Each participant is assigned a role in a scripted conversation and is provided a partial script to read. Each script distributed only has lines for one person–the corresponding participant’s lines remain a mystery. There are three conversations in total, and there are two participants to each conversation. Each Caller A is given the phone number of a corresponding Caller B who has the other half of the shared script. Each Caller B knows only that later her phone will receive a phone call, and that she will then be held responsible to execute the script that was provided to her. Each Caller A only knows a phone number to dial, and is told to execute the lines in the script accordingly.

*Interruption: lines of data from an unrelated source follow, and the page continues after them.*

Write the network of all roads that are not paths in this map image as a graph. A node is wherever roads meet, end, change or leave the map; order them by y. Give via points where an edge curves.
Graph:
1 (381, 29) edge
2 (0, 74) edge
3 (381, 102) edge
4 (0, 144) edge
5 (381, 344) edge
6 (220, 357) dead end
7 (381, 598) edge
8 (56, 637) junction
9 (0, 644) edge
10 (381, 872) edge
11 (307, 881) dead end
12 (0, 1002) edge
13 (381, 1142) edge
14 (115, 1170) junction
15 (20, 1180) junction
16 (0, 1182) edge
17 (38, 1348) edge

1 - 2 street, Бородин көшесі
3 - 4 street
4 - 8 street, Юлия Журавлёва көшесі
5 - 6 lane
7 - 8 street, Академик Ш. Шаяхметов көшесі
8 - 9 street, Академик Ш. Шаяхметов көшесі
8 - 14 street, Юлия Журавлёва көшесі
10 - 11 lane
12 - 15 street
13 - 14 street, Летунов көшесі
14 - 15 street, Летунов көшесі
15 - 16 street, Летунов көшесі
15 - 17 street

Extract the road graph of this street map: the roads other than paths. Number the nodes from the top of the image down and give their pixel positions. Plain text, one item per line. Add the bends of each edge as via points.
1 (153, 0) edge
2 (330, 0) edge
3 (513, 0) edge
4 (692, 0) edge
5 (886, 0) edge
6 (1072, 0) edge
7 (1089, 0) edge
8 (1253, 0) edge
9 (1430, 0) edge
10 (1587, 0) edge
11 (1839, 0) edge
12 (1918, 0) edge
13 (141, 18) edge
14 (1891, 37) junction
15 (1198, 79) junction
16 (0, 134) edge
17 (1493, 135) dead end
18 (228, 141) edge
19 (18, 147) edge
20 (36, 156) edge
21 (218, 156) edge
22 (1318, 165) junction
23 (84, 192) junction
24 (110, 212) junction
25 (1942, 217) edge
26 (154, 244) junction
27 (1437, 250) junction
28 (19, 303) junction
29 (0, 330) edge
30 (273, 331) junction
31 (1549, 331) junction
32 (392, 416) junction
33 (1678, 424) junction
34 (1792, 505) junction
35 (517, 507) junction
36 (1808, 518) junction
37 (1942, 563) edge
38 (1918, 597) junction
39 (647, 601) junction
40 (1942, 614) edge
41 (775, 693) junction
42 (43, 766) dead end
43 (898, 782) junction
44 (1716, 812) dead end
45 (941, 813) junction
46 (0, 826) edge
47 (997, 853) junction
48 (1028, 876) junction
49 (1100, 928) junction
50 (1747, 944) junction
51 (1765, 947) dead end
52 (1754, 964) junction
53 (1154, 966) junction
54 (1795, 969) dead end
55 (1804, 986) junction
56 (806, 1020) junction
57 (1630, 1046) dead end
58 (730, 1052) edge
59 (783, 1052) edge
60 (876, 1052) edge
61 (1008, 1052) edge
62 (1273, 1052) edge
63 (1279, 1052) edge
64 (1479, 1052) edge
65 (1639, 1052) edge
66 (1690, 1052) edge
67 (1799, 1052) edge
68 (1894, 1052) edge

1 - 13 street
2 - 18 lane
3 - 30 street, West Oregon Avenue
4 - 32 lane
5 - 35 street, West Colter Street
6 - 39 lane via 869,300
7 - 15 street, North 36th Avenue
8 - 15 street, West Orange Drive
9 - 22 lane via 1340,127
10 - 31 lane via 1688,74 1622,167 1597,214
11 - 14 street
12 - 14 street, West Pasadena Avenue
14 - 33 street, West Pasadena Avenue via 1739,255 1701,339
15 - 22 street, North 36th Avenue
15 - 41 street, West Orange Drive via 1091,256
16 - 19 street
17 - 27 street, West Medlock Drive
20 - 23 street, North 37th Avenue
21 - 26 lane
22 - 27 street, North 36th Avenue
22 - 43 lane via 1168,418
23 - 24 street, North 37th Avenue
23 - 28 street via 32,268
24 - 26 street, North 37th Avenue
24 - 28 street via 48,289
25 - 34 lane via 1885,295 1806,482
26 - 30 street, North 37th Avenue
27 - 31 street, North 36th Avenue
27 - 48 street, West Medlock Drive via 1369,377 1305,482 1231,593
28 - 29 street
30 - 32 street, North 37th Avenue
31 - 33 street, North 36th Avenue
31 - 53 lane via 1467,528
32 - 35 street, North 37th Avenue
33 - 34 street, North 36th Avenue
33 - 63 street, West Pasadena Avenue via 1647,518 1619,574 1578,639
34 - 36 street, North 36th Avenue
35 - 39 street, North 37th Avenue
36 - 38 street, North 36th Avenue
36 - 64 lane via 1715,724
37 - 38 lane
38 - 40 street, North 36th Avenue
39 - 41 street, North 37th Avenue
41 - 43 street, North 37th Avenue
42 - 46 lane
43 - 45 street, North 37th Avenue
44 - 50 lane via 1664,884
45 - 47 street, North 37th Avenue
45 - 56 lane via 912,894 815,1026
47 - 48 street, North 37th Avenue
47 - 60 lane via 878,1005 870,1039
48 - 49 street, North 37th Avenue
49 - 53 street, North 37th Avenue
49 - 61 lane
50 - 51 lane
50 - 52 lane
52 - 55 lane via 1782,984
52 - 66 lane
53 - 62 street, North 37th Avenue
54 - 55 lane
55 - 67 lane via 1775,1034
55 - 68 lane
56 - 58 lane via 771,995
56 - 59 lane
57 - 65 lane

At a designated moment in the evening lineup, I take the “stage” and give a brief explanation of the coming orchestration of encounters. I then summon all Callers A (each of which is assigned a Script 1, Script 2, or Script 3) to dial the number to their Callers B. We all press “Send” on our cellular phones at the same moment.
Silence,
followed by myraid ringtones, beeps, alarms, and bell sounds. Then, everyone begins reading their scripts.
Well, not everyone. A small portion of designated participants (1-2) had left; another small portion (1-2) lacked reception in the gallery. Another, apparently, had first read incorrectly the number given, and called a nonparticipant who had no idea what was going on.
Participant: I AM TRYING TO REACH YOU.
Bewildered Person: Hello?
Participant: I AM TRYING TO REACH YOU.
The phone number, read and dialed “correctly,” reportedly produced similar results.
Additionally, the number I myself dialed had no answer. No answer, and moreover I was told by a recording that “This number is no longer in service.”
I feel like all of the “failures to connect” in this piece actually gave it more weight, contributing to what I set out to make.
Changes for the future: more scripts, more people. Definitive ending/encouraging people to wait silently or else continue talking on their phones until everyone is consensually silent and has ended their connection.
INCREDIBLE DE/FEATS
7 March 2010
In January, I inherited a box of twine and cords and wires that I’ve found really appropriate and thematically necessary for a lot of pieces that I have in the works–pieces combining themes of technology, communication, war, identity/identification/recognition, and how knowledge/understanding is claimed.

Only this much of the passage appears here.